▶ _What to do_
All lines of the listing that contain "الشاطبى" should be shown in full.

▶ _Records for the task_
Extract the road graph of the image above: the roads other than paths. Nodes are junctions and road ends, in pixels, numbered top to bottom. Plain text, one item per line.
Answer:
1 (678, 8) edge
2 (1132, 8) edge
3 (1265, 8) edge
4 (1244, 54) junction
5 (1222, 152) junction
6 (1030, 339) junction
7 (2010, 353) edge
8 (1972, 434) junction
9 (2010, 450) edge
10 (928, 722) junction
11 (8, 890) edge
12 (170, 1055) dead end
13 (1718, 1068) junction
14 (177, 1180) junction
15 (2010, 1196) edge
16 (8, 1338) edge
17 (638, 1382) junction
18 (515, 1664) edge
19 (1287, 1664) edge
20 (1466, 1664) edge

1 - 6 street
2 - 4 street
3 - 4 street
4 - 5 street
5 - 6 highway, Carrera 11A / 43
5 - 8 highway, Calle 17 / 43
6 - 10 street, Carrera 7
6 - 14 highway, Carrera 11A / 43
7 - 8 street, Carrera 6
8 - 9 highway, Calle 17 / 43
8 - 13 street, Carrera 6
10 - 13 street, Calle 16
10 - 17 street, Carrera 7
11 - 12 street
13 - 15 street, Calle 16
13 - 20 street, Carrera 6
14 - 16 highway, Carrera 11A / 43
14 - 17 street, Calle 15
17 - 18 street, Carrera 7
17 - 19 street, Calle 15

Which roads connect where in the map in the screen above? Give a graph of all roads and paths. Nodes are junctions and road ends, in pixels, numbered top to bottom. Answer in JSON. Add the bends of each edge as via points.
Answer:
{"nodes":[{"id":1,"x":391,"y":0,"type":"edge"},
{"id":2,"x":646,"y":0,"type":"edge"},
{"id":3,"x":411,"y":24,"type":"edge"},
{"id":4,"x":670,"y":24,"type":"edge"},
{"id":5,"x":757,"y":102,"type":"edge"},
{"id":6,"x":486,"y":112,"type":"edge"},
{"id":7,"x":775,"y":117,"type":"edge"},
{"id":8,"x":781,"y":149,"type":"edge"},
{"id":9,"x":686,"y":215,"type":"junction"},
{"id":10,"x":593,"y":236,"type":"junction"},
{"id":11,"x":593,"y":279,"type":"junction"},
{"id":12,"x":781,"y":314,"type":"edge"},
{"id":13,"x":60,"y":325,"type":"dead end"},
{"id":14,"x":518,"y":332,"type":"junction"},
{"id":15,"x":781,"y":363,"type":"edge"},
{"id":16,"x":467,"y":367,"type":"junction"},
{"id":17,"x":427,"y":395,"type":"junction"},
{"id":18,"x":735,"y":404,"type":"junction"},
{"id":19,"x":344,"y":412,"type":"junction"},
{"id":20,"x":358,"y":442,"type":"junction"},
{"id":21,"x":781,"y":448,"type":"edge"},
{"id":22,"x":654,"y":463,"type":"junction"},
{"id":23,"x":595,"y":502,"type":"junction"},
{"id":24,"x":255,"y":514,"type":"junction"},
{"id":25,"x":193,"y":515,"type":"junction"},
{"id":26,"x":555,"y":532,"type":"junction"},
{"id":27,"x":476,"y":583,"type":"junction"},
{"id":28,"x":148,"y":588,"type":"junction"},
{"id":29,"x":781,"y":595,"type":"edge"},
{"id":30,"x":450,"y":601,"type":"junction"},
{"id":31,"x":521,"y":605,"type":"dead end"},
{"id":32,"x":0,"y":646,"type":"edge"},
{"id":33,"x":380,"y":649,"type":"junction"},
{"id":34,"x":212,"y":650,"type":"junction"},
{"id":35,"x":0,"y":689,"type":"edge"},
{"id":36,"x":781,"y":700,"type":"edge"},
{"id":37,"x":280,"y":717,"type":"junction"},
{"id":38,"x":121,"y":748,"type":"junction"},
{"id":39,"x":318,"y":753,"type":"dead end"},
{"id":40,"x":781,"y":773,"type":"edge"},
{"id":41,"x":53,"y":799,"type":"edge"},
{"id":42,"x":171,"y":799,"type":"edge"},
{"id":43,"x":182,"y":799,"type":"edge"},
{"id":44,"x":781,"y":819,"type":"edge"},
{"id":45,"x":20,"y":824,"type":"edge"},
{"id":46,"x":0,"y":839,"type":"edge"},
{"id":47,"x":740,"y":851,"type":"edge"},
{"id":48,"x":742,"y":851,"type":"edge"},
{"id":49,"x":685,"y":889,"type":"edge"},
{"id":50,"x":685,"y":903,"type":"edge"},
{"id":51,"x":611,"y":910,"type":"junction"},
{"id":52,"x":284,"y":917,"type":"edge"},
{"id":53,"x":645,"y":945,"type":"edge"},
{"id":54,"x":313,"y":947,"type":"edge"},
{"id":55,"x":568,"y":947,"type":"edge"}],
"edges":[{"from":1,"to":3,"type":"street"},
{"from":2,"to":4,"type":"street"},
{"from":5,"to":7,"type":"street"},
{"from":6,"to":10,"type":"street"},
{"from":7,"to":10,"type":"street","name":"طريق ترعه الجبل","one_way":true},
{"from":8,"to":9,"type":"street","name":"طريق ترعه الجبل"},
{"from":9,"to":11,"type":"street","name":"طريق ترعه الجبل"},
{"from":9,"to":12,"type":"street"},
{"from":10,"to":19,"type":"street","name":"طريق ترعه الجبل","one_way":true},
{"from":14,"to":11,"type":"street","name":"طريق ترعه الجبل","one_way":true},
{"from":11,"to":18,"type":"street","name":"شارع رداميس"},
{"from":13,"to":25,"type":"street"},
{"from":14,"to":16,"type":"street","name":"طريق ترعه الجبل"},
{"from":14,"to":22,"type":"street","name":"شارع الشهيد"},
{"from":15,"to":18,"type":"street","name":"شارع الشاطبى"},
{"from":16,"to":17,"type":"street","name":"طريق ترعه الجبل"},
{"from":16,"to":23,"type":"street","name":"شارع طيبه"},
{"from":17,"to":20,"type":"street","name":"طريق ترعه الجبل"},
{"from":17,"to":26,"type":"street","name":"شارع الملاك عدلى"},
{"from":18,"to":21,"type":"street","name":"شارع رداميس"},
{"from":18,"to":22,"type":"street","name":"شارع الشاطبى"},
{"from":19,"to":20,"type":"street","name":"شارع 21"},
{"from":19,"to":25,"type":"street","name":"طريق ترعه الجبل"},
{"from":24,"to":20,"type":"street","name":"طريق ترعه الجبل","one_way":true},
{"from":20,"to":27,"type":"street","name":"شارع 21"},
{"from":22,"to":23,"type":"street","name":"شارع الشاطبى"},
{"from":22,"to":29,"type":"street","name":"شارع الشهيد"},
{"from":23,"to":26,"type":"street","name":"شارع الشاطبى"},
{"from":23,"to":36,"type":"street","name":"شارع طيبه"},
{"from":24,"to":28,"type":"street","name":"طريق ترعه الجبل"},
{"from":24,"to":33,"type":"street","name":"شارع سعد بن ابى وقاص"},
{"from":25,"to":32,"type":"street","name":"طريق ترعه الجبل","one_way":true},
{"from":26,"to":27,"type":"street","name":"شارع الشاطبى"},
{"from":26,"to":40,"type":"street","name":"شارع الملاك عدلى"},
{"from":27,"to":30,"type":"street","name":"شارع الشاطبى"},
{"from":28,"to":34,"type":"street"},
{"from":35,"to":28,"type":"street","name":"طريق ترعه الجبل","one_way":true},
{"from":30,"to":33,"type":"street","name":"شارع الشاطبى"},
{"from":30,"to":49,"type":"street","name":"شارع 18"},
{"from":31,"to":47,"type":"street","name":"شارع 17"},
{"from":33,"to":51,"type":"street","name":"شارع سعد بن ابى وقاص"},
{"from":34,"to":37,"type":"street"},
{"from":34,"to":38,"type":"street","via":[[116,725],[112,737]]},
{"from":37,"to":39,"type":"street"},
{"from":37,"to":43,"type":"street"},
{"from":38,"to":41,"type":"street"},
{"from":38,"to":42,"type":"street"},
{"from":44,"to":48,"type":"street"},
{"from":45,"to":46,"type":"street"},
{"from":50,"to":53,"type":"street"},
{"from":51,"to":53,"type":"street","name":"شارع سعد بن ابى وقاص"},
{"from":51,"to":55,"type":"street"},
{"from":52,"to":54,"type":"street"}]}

▶ _Solution for this task_
{"from":15,"to":18,"type":"street","name":"شارع الشاطبى"},
{"from":18,"to":22,"type":"street","name":"شارع الشاطبى"},
{"from":22,"to":23,"type":"street","name":"شارع الشاطبى"},
{"from":23,"to":26,"type":"street","name":"شارع الشاطبى"},
{"from":26,"to":27,"type":"street","name":"شارع الشاطبى"},
{"from":27,"to":30,"type":"street","name":"شارع الشاطبى"},
{"from":30,"to":33,"type":"street","name":"شارع الشاطبى"},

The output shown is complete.